Not being one to duck out of a challenge, I bought a tape of 20kΩ resistors and began designing a test vehicle. The board consists of four identical arrays of footprints; each array contains eight paralleled resistors with a test point on each side. If you do the math this works out to 2.5kΩ across the entire array if all joints are good. Significantly higher or lower would mean one of them was an open or short.
The first problem (which I had anticipated ahead of time) was that my existing tweezers were simply too large to pick up a component of this size.
|01005 passive on 0.5mm TQFP footprint, seen next to my normal tweezers|
|The same component next to my new tweezers|
Paste application used the same tried-and-true method as my earlier 0201 test - squirting a tiny dab of paste onto a microscope slide and using a scalpel blade as a "putty knife". In the interests of time I only hooked up a single column.
To give a better idea of how small the components (and the entire board) is, I put an 8-pin SOIC on it.

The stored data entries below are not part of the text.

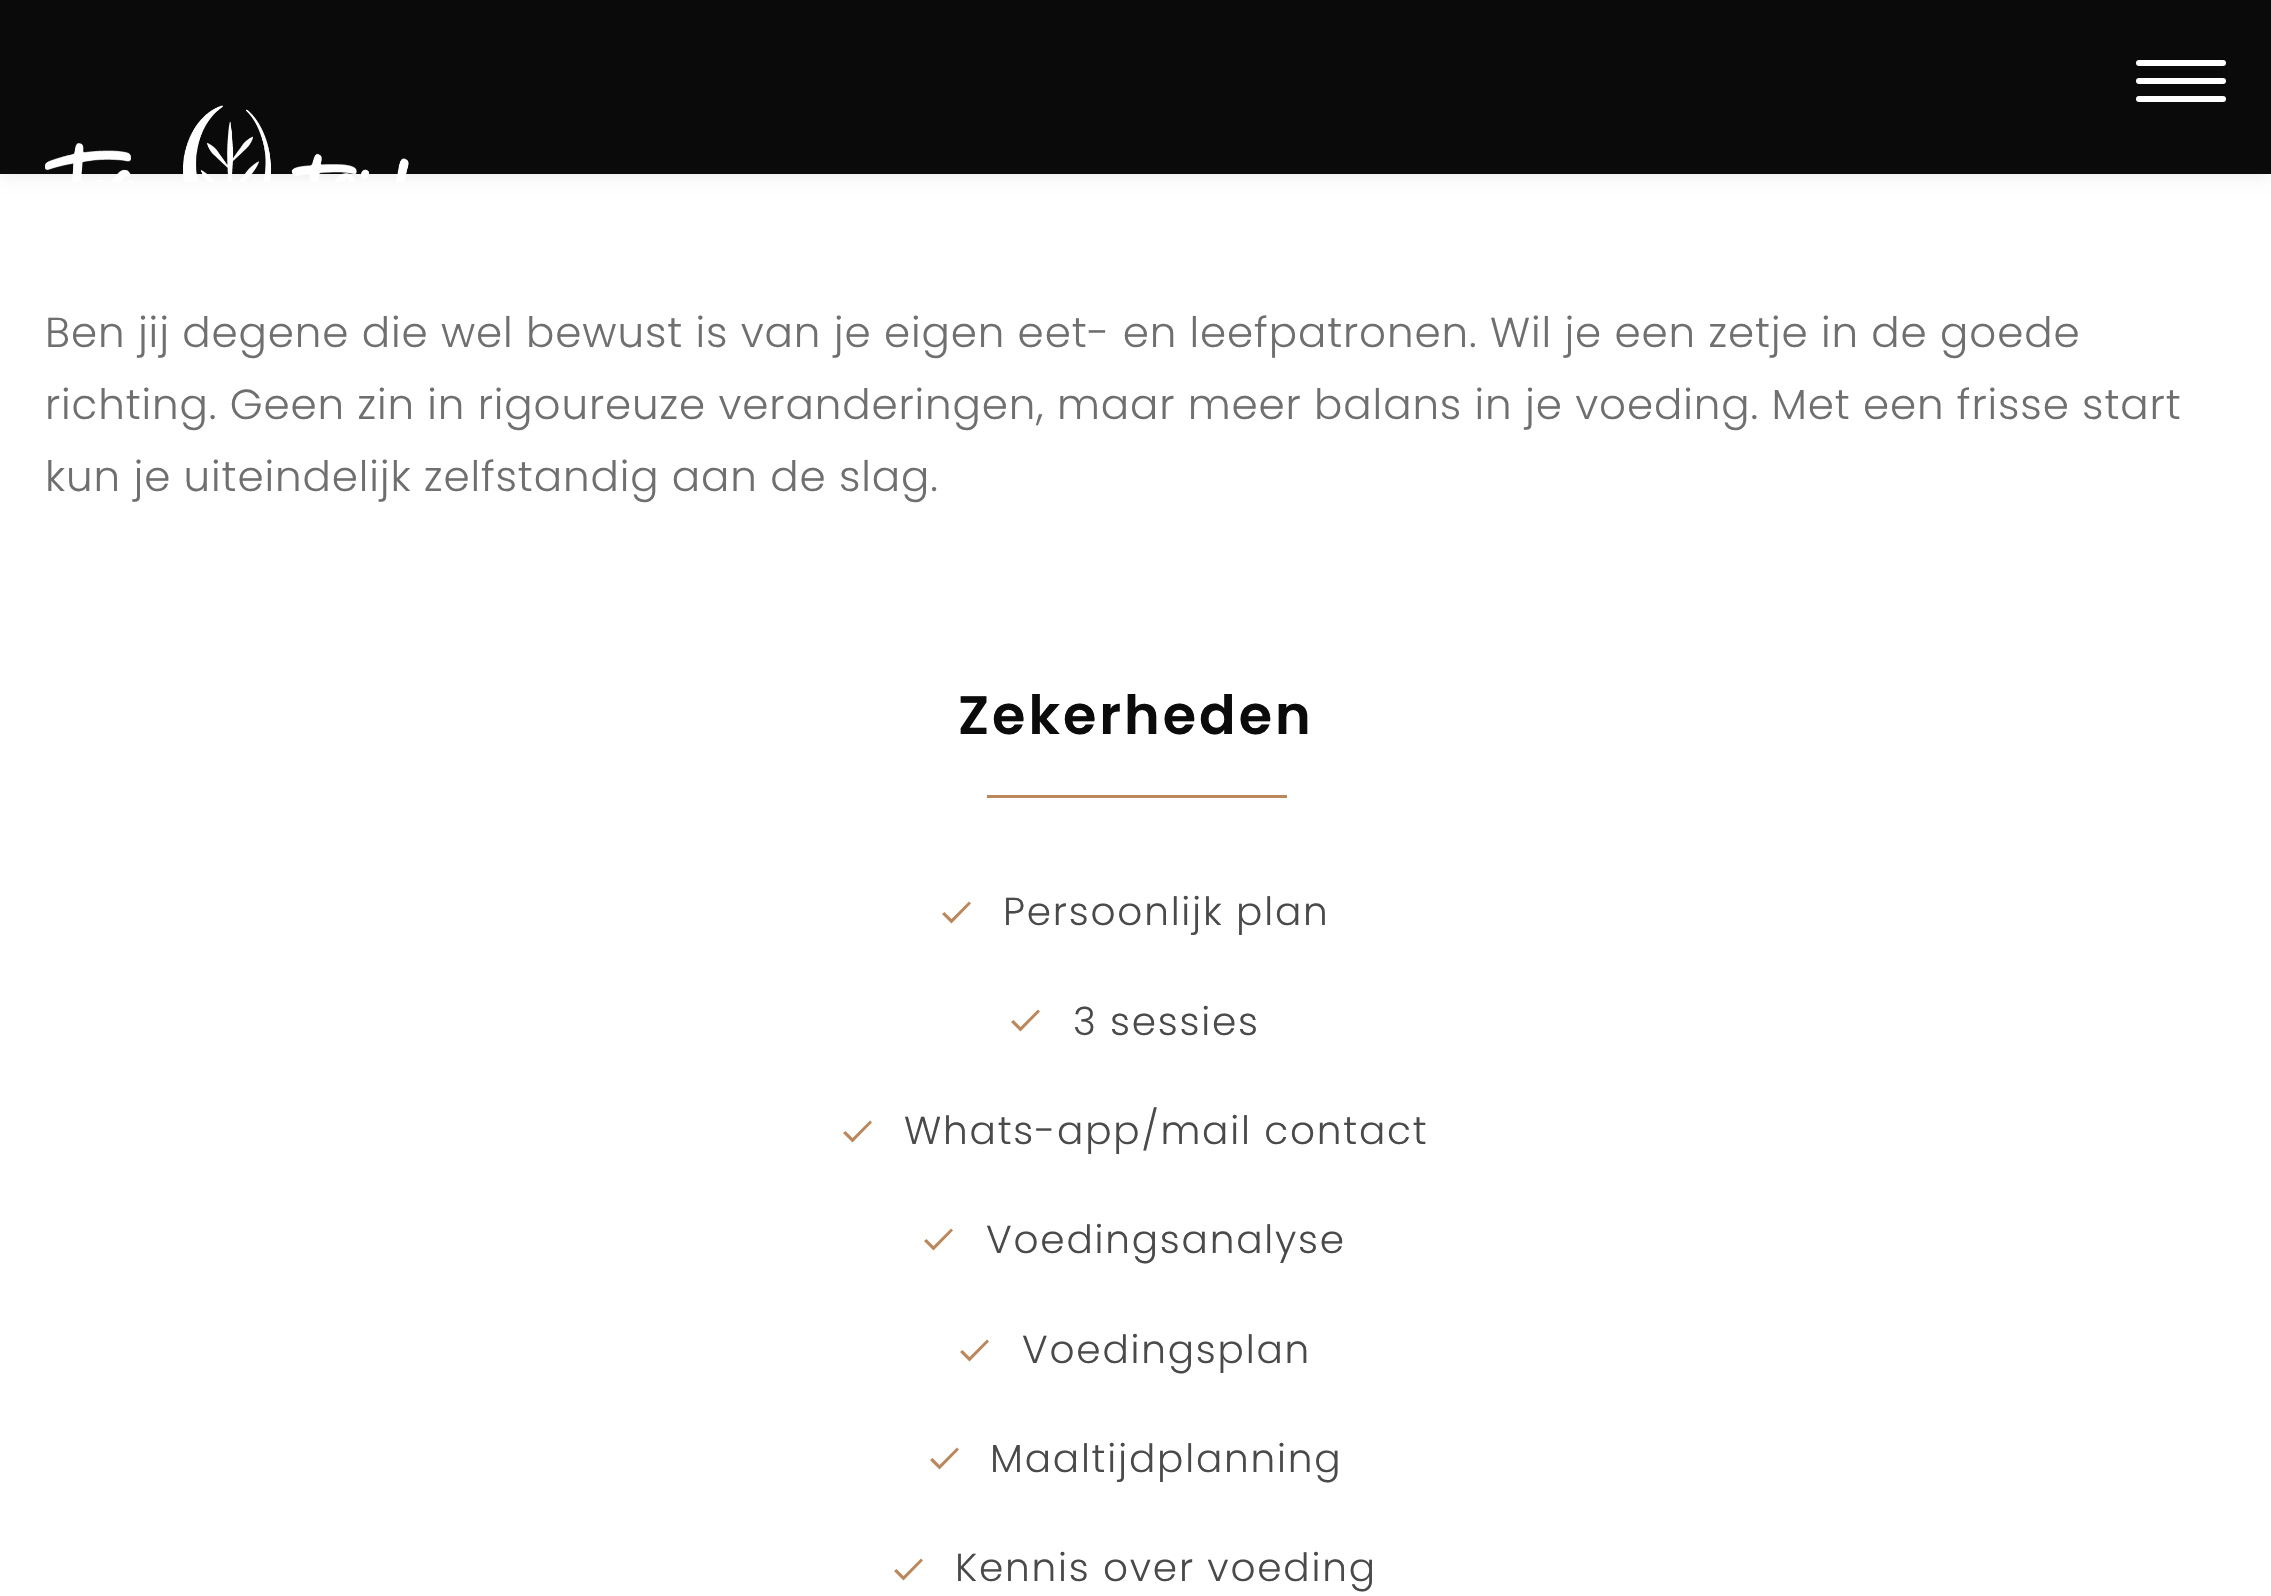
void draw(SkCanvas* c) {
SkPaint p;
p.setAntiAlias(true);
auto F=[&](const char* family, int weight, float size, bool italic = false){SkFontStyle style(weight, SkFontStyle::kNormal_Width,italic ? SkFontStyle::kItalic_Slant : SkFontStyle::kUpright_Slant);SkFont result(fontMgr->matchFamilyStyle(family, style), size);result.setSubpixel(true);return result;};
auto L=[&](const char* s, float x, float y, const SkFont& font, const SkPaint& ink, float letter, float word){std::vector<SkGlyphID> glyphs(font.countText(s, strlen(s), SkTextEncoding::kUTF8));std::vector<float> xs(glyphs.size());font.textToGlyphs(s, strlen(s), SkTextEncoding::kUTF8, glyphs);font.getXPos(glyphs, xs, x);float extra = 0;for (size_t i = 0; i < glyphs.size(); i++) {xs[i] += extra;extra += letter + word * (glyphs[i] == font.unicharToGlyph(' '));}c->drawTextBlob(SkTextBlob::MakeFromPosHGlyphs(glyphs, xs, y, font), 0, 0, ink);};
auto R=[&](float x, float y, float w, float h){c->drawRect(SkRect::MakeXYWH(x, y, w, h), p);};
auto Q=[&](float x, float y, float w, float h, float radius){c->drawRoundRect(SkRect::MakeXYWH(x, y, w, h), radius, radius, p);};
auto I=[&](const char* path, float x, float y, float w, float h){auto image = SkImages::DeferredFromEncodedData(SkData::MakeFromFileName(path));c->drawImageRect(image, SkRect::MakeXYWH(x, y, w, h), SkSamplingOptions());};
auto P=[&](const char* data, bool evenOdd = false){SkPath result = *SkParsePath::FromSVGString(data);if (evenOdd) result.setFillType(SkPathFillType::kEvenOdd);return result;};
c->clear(0xffffffff);
p.setColor(0x1a000000);
p.setMaskFilter(SkMaskFilter::MakeBlur(kNormal_SkBlurStyle, 7.5));
c->drawRect(SkRect::MakeXYWH(0,0,2271,174),p);
p.setMaskFilter(nullptr);
p.setColor(0xff0a0a0a);
R(0,0,2271,174);
p.setColor(0xffffffff);
Q(2136,60,90,6,3);
Q(2136,78,90,6,3);
Q(2136,96,90,6,3);
I("1.png",45,105,364,77);
auto f1 = F("Poppins",300,42);
p.setColor(0xff6f6f6f);
L("Ben jij degene die wel bewust is van je eigen eet- en leefpatronen. Wil je een zetje in de goede",45,347,f1,p,.9,0);
L("richting. Geen zin in rigoureuze veranderingen, maar meer balans in je voeding. Met een frisse start",45,419,f1,p,.9,0);
L("kun je uiteindelijk zelfstandig aan de slag.",45,491,f1,p,.9,0);
auto f2 = F("Poppins",600,54);
p.setColor(0xff0b0b0b);
L("Zekerheden",958,734,f2,p,3,0);
p.setColor(0xffbb885d);
R(987,795,300,3);
c->drawPath(P("M951.5 919l17.5-17.5l2 2l-19.5 20l-9.5-9.5l2.5-2z"),p);
auto f3 = F("Poppins",300,39);
p.setColor(0xff4a4a4a);
L("Persoonlijk plan",1003,925,f3,p,1.8,0);
p.setColor(0xffbb885d);
c->drawPath(P("M1020.5 1027l17.5-17.5l2 2l-19.5 20l-9.5-9.5l2.5-2z"),p);
p.setColor(0xff4a4a4a);
L("3 sessies",1073,1035,f3,p,1.8,0);
p.setColor(0xffbb885d);
c->drawPath(P("M852.5 1138l17.5-17.5l2 2l-19.5 20l-9.5-9.5l2.5-2z"),p);
p.setColor(0xff4a4a4a);
L("Whats-app/mail contact",904,1144,f3,p,1.8,0);
p.setColor(0xffbb885d);
c->drawPath(P("M933.5 1246l17.5-17.5l2 2l-19.5 20l-9.5-9.5l2.5-2z"),p);
p.setColor(0xff4a4a4a);
L("Voedingsanalyse",986,1253,f3,p,1.8,0);
p.setColor(0xffbb885d);
c->drawPath(P("M969.5 1357l17.5-17.5l2 2l-19.5 20l-9.5-9.5l2.5-2z"),p);
p.setColor(0xff4a4a4a);
L("Voedingsplan",1022,1363,f3,p,1.8,0);
p.setColor(0xffbb885d);
c->drawPath(P("M939.5 1465l17.5-17.5l2 2l-19.5 20l-9.5-9.5l2.5-2z"),p);
p.setColor(0xff4a4a4a);
L("Maaltijdplanning",990,1472,f3,p,1.8,0);
p.setColor(0xffbb885d);
c->drawPath(P("M903.5 1576l17.5-17.5l2 2l-19.5 20l-9.5-9.5l2.5-2z"),p);
p.setColor(0xff4a4a4a);
L("Kennis over voeding",955,1581,f3,p,1.8,0);
}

|Solder paste applied to the second column with SOIC-8 for scale. The exposed copper rings around the probe pads are the result of an error in the solder mask pattern.|
|Beginning component placement. Note heavy variability in paste volume.|
|Darkfield image of placed components before reflow. Focal plane is just above the top of the solder mask.|
This was confirmed with an ohmmeter check - 2.50KΩ exactly. Looks like a complete success :)

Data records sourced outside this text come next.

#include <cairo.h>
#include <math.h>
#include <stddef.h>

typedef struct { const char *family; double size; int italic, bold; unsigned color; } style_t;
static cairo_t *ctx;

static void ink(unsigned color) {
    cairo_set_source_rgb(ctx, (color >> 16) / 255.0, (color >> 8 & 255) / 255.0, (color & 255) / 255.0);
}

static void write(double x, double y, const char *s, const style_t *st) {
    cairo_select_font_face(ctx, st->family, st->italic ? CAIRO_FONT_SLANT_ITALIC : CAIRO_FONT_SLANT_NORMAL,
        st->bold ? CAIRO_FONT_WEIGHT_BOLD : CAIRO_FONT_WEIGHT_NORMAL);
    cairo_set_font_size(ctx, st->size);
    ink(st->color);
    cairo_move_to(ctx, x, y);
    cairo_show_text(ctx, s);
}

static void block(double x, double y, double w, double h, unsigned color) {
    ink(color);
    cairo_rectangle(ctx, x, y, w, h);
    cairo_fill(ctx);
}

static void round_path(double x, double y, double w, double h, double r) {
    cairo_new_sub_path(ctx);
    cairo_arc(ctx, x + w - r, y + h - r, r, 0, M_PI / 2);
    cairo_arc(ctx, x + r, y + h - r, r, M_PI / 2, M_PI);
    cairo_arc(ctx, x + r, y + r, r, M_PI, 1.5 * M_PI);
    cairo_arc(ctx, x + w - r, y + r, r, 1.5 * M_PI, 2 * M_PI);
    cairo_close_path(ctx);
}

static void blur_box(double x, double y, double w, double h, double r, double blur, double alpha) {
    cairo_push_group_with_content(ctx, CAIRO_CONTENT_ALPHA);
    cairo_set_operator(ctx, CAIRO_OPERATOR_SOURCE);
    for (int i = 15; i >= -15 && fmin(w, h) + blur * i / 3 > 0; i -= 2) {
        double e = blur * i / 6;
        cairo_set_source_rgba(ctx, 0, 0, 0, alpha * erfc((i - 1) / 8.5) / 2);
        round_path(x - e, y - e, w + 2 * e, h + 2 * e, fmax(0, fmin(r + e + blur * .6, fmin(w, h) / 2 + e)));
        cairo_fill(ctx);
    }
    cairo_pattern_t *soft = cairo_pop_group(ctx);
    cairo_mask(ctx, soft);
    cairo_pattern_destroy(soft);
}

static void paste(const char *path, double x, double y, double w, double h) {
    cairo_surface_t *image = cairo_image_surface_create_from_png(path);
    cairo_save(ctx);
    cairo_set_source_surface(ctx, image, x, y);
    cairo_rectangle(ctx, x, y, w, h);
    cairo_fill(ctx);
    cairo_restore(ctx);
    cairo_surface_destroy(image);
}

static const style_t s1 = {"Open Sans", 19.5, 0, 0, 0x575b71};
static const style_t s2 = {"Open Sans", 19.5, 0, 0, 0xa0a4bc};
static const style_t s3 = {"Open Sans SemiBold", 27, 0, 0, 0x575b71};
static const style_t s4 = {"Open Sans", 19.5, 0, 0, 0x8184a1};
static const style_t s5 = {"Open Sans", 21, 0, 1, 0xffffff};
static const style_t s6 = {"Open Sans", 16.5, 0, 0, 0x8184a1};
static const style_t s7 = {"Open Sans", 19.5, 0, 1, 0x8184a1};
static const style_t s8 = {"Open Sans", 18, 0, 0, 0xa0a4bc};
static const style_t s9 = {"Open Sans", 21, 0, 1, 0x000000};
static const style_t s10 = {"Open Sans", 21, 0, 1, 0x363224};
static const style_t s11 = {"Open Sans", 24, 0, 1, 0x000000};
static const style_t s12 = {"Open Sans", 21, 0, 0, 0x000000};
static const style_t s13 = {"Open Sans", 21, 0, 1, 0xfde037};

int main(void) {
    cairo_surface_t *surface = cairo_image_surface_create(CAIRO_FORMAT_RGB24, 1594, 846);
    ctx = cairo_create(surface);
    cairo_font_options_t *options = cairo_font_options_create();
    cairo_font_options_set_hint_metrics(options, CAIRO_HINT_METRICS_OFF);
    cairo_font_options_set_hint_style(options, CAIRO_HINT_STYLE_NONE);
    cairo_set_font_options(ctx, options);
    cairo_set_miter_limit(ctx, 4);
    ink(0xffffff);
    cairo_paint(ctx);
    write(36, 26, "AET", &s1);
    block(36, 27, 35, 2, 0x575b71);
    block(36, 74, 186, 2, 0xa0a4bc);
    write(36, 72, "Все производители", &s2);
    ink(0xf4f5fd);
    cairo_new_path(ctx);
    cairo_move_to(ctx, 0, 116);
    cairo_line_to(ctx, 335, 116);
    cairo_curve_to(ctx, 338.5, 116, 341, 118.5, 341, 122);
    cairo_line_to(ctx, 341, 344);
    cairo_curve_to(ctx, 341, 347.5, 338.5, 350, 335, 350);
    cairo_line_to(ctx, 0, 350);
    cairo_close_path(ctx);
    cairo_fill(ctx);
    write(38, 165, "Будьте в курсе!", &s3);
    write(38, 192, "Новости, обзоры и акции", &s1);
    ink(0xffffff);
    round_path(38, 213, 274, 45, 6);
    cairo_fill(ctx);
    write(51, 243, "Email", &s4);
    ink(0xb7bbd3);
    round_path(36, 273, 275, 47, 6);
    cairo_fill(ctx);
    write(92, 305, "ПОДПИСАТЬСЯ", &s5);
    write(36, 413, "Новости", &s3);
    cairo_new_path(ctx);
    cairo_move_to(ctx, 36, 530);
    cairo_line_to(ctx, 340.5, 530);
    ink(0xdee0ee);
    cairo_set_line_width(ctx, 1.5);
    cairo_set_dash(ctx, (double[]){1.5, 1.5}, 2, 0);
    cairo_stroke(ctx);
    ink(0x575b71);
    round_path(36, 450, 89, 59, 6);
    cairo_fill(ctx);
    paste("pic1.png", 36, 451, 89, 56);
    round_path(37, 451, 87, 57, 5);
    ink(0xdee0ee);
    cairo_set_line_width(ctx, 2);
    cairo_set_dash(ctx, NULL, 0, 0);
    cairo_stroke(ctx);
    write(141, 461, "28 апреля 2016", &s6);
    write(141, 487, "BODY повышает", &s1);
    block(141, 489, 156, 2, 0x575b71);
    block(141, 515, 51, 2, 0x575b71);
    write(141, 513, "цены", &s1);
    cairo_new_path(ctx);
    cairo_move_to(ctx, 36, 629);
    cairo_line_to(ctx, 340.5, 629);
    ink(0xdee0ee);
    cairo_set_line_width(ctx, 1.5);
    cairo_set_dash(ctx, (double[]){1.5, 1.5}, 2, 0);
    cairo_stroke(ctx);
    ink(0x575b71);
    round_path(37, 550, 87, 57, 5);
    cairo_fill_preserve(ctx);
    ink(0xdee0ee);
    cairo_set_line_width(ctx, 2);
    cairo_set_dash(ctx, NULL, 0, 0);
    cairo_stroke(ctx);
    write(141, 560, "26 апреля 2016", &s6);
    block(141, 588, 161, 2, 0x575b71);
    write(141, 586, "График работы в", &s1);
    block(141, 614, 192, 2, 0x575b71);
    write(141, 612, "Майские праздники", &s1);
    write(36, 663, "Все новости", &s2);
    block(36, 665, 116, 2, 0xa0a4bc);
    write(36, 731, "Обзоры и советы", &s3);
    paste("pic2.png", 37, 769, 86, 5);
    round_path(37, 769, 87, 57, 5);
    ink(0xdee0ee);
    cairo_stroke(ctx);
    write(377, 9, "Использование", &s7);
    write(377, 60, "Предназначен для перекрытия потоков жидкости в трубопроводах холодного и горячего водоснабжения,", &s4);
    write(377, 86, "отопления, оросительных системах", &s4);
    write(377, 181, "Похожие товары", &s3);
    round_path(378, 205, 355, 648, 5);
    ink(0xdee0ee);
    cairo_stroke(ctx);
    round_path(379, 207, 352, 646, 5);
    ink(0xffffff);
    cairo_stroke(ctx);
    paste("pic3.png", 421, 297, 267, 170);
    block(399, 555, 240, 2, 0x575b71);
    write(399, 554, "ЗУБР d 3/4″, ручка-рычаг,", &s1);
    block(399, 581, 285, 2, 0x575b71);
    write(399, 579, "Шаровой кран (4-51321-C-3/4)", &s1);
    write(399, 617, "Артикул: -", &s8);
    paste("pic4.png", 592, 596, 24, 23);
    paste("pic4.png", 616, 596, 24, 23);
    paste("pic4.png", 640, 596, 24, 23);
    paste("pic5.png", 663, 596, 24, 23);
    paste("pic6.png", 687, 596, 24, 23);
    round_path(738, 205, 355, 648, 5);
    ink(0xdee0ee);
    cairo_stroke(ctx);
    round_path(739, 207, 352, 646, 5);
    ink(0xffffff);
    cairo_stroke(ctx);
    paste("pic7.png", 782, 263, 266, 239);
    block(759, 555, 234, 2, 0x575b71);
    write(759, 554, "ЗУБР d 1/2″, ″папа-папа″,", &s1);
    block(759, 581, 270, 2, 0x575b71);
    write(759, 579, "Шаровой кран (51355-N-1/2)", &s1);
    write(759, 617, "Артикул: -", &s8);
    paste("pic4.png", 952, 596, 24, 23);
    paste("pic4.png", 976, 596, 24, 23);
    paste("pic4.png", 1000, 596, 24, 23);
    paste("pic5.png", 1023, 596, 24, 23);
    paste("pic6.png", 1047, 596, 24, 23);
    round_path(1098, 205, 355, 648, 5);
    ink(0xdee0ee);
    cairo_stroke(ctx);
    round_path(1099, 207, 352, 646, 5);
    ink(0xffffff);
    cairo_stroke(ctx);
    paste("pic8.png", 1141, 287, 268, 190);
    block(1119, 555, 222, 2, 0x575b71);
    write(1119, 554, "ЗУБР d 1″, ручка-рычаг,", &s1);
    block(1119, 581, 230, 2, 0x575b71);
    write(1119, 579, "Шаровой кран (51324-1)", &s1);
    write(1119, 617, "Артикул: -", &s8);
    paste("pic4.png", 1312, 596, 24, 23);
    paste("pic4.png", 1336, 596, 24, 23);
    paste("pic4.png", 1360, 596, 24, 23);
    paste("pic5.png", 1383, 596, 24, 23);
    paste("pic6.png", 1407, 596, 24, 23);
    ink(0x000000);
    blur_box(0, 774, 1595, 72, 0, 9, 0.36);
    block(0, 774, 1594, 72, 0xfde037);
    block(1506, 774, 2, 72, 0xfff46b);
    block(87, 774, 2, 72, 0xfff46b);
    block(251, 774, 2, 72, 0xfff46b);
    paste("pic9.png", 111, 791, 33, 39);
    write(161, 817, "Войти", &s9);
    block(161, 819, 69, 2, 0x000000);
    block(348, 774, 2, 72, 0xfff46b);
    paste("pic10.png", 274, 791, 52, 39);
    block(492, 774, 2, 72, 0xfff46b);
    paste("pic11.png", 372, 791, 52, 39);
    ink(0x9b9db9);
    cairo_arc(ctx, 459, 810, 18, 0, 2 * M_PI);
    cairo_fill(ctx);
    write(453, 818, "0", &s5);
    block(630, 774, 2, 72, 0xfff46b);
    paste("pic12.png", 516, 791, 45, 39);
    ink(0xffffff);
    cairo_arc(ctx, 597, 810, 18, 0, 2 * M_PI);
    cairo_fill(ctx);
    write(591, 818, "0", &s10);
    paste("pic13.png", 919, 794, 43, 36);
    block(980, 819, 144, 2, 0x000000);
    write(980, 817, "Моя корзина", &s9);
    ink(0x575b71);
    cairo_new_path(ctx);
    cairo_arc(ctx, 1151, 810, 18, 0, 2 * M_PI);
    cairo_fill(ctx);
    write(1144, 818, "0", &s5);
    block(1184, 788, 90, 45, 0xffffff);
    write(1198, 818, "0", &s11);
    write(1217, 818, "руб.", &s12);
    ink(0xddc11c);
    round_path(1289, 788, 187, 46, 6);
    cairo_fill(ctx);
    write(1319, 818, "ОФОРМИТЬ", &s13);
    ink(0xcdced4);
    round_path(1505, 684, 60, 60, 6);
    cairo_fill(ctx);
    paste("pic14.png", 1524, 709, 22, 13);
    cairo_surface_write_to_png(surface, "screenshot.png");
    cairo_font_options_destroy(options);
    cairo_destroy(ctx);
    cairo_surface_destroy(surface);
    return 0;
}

|Board post-reflow. Note probe scrub marks on test pads.|
|Darkfield closeup of a single component. Slight misalignment is visible on the one at the top edge, but electrical test passes.|
|Assembled board seen next to an 14-pin PDIP for scale.|
It was a rather labor intensive process but the end result was a complete success. While I certainly am not about to go and use all 01005 components on my future boards, if it becomes necessary to stick something in a tight place it's good to know my process can handle it.